In both the U.S. and the U.K. the imprisonment of citizens has increased exponentially since the 1970s. In 1978 there were 450,000 in U.S. jails, but by 2005 that had become over 2 million. In the U.K., numbers doubled from 46,000 to 80,000 (from 1990 to 2007). Although the U.K. and the U.S. committed increasingly more (US imprisoned 10 times the rate Sweden did.) citizens to prisons, other countries committed the same percentage of people over time (Sweden) or fewer people (Finland). Denmark’s rate of imprisonment rose only 8%. Japan’s rate rose only 9%. Rates have fallen over time in Germany, France and Ireland. In the chart below, we see that in countries with high income inequality, there are high rates of imprisonment.
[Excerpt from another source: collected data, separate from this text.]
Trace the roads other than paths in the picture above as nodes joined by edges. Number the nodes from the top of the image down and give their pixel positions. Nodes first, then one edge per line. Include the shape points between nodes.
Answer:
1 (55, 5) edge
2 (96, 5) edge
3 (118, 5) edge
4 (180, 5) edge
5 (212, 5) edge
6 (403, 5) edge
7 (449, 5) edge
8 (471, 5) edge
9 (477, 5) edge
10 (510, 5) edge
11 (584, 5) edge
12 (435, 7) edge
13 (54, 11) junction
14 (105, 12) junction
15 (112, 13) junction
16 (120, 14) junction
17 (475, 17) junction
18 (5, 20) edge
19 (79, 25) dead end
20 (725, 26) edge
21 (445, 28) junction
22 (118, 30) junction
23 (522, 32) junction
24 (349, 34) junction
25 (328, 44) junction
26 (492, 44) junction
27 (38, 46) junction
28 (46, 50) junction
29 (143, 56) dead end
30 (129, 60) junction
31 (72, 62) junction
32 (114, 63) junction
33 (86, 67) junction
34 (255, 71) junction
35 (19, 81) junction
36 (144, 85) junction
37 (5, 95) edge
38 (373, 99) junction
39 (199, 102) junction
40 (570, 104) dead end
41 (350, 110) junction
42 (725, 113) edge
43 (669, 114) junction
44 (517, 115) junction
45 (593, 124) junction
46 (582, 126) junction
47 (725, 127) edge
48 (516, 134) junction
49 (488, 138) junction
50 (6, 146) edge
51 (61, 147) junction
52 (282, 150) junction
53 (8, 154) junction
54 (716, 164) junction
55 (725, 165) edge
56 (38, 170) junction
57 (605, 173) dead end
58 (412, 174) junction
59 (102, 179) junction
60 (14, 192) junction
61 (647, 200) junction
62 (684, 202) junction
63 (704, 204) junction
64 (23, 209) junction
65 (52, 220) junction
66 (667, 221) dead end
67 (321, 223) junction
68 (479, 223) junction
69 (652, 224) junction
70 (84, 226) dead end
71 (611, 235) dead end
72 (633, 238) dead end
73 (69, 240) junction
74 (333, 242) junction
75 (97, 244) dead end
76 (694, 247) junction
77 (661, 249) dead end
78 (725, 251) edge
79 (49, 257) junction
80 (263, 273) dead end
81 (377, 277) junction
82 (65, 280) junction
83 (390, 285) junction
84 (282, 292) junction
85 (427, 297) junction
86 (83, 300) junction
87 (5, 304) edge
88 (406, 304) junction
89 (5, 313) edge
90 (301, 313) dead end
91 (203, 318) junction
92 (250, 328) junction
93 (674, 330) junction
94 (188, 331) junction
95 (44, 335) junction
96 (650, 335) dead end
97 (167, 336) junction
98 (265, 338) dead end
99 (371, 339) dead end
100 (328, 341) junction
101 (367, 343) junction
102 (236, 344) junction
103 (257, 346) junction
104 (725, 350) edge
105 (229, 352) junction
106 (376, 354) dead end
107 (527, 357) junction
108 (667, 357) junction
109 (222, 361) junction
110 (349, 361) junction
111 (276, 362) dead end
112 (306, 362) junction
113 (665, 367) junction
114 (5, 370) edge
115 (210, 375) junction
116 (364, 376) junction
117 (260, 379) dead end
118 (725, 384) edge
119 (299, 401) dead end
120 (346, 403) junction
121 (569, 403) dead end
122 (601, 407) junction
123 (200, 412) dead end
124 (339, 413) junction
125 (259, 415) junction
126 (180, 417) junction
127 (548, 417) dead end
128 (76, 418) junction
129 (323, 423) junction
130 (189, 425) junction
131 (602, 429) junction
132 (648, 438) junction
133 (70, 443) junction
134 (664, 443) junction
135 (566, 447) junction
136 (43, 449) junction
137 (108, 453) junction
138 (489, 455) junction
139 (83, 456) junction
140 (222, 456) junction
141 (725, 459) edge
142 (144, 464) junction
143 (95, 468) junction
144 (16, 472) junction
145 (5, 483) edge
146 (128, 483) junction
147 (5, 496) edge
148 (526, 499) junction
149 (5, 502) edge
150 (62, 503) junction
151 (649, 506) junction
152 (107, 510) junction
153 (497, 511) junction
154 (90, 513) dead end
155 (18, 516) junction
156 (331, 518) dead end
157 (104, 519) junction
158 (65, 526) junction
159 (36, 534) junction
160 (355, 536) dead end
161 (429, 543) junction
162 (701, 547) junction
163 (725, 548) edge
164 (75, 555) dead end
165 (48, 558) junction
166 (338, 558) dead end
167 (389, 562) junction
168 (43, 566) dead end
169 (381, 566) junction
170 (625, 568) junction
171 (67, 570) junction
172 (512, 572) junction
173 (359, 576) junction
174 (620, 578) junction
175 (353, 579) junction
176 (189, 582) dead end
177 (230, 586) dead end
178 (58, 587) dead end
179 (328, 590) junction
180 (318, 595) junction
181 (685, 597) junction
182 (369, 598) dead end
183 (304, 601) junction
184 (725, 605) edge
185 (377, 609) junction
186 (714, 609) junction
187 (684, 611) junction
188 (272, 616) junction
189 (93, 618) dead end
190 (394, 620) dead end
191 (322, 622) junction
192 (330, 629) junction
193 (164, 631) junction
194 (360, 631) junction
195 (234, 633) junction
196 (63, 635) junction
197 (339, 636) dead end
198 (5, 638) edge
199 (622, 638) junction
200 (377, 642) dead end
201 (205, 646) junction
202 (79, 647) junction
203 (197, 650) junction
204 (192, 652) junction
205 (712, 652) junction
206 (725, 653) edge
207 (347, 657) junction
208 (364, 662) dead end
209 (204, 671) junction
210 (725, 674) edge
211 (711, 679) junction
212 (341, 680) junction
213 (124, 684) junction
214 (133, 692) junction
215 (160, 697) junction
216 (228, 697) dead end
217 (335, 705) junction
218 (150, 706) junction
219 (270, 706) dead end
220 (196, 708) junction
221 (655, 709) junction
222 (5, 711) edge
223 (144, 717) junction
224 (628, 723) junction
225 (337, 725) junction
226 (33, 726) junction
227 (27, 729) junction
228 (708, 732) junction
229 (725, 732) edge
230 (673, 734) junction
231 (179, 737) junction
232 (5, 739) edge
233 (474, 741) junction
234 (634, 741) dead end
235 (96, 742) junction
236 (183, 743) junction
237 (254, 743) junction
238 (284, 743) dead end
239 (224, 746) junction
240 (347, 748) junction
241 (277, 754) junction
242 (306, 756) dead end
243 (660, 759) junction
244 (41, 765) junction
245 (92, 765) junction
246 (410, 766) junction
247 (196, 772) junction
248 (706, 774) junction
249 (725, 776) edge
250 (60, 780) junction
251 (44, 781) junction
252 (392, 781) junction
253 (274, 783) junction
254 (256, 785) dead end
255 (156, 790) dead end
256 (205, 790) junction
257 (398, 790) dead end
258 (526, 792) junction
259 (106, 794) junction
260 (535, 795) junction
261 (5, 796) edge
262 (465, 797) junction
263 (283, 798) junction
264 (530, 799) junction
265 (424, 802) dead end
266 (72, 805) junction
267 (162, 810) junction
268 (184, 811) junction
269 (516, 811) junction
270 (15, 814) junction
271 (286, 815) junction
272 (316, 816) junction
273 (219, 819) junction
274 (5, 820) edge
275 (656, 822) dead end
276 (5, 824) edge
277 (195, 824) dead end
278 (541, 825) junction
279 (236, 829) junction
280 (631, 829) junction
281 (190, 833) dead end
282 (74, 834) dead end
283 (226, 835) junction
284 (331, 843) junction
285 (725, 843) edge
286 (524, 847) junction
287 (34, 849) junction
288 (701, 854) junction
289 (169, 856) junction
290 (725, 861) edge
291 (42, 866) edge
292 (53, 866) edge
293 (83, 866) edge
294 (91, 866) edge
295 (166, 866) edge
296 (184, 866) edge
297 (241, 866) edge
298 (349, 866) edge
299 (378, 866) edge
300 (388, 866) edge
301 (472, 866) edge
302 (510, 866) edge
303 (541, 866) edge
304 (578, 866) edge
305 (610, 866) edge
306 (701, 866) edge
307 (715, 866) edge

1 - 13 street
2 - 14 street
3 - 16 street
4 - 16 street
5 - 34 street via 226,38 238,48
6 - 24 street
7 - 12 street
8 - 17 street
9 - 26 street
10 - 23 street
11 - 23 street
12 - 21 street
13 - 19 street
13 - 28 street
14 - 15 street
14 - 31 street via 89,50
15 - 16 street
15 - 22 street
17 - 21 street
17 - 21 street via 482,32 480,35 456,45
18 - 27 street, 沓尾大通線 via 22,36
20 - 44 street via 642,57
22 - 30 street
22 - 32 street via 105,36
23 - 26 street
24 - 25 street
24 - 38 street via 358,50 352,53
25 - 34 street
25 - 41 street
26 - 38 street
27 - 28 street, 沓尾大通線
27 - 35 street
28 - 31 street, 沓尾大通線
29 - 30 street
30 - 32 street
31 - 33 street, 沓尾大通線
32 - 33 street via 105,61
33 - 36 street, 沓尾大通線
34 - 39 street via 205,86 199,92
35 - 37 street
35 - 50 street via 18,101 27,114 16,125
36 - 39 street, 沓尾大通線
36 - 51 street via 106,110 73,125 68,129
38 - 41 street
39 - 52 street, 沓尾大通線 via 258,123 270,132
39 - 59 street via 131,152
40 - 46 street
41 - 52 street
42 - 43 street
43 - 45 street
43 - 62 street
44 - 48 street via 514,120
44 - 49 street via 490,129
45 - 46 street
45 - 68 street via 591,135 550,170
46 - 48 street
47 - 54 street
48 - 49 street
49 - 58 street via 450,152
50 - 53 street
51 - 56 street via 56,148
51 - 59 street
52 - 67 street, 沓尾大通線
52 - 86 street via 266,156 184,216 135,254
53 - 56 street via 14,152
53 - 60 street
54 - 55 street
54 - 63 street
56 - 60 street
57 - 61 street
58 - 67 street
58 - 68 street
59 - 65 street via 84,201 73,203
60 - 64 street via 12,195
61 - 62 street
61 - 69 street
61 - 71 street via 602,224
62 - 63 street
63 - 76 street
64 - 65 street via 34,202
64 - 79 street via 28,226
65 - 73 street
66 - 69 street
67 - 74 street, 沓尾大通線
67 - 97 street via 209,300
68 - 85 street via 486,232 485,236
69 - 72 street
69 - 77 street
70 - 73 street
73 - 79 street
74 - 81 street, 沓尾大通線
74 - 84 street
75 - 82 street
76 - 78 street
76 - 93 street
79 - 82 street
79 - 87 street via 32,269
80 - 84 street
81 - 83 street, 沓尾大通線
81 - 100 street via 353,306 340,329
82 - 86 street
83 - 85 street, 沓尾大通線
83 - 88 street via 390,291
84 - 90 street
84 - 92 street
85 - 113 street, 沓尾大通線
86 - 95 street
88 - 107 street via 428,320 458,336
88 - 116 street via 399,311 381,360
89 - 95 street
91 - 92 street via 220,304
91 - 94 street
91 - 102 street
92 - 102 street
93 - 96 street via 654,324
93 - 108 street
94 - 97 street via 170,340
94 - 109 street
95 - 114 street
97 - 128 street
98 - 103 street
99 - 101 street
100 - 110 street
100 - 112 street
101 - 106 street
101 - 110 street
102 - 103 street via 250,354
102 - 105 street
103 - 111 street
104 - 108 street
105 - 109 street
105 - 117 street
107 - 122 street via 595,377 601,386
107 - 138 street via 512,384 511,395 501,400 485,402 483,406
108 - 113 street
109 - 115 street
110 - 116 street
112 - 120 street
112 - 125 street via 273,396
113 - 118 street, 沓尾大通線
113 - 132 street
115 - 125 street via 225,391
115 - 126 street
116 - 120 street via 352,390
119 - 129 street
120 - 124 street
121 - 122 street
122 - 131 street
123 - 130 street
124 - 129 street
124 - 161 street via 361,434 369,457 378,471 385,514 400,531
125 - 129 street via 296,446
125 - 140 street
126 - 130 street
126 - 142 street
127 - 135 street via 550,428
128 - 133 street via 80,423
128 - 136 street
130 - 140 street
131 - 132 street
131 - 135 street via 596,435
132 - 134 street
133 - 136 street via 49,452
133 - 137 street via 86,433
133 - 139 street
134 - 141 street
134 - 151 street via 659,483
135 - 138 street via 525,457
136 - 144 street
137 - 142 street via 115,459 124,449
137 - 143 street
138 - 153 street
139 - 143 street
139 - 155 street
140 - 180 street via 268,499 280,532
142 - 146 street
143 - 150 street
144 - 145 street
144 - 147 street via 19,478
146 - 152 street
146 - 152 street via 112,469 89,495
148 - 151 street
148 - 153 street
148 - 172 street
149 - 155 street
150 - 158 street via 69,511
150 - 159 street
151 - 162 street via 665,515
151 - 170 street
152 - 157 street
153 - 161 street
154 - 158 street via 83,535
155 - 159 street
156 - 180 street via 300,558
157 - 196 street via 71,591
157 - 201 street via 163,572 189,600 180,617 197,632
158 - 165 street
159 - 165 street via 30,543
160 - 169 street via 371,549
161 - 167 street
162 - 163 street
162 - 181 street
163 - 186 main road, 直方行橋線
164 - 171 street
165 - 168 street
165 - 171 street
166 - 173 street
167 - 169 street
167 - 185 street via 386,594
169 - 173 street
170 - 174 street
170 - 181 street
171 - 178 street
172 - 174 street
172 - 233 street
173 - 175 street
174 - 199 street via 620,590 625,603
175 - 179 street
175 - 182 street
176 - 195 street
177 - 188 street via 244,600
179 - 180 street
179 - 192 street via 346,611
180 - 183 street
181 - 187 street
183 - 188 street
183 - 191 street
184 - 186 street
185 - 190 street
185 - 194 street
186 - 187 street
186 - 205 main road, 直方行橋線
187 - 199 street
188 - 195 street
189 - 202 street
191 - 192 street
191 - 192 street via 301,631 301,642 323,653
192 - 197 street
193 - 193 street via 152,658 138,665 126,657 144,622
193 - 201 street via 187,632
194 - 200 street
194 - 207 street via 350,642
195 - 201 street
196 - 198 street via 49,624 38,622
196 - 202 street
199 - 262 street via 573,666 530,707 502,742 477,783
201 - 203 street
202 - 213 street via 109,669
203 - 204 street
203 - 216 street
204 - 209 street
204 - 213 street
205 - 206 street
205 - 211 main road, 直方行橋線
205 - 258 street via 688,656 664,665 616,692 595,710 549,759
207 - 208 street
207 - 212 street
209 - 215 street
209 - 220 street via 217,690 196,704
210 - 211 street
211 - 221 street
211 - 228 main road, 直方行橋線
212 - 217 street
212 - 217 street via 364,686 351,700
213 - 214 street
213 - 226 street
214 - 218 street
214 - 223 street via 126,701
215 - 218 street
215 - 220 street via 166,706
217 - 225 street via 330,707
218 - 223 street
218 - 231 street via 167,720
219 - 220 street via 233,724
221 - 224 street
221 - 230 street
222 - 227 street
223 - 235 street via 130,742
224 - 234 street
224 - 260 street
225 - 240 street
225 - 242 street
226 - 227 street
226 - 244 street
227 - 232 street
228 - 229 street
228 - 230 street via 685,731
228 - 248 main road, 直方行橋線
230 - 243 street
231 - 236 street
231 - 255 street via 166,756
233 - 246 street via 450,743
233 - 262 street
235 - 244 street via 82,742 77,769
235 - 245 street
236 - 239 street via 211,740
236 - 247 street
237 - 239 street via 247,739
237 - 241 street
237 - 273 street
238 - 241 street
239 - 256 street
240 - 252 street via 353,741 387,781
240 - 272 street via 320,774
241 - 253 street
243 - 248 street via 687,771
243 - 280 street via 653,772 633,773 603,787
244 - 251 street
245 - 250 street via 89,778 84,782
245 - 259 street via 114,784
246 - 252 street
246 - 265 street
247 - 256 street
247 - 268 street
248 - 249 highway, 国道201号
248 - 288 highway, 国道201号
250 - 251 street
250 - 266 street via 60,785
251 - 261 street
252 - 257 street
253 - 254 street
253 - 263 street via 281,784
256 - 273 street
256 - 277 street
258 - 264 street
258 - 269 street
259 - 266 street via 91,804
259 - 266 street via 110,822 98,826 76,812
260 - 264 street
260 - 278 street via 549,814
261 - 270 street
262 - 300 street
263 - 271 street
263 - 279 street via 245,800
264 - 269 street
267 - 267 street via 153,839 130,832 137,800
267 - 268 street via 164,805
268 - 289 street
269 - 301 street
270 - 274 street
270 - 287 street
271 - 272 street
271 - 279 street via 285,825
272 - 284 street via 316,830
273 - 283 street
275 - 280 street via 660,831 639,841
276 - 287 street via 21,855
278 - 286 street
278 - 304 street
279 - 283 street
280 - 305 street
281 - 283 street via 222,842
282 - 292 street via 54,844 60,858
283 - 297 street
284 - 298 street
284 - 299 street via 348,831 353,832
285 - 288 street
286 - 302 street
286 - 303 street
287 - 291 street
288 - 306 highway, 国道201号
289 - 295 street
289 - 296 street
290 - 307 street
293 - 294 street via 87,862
Rates Increased in Unequal States.

The average rate of incarceration in the U.S. is 576 people in prison for every 100,000 people. Just as there are fewer persons per 100,000 in Japan (40 per 100K) who are in prison, there are differences between U.S. States in rates of imprisonment: Louisiana has an incredibly high rate, above 700 people per 100,000. Compare that to Minnesota, below 200 per 100,000. Maybe a difference of five or six times the percentage of people locked up between Louisiana and Minnesota. The chart below shows that these differences are correlated to income inequality differences in each State: [cont’d.]

 

The Spirit Level book‘s researchers, Wilkinson and Pickett consider three possible ways for increases in prison lockups to occur: crime rate increases, sentencing increases, and increases in the lengths of prison sentences. The unspoken reason for so many citizen’s imprisonments in the U.S. is racism and discrimination and persecution of people of color. Unequal societies have higher rates of violence and hence, crimes. In the U.S. only 12 percent of the imprisonment increase was due to increased rates of crime. Increased use of sentences including prison time and increased lengths of sentencing account for the rest of the increases in imprisonment. Reductions in the use of non-custodial sentences for minor offenses is also a factor in the increased rates of imprisonment. In addition, there is a fourth factor, the self-dealing cronyism which would seek for more prisoners with longer sentences, in the form of for profit, private corporations who buy prisons from cash strapped States.

Racism and Imprisonment.

The Sentencing Project graphs (see the bottom of page 4) show how the rate of incarceration for blacks is 6.70 times the number compared to the rate of incarceration of white people. The New Jim Crow book demonstrates how people of color are being persecuted and exterminated through the misuse and abuse of the U.S. courts and prison systems. The link to the Wikipedia summary is comprehensive and informative. Stop and Frisk laws routinely sweep communities of color, arresting and imprisoning urban youth from impoverished communities. The war on the poor and people of color in the U.S. make manifest the extreme income inequality and deprivation of the class system in the U.S.. Racism is the penultimate expression of the worst, most oppressive but essential dynamic of income inequality. The American imprisonment of people of color on a massive, genocidal scale is a direct outcome of a class based, extremely unequal society. In the U.S. a person of color is 6.04 times more likely to be in prison than a white person. In the courts, black youth are more likely to receive a harsher sentence than their white peers.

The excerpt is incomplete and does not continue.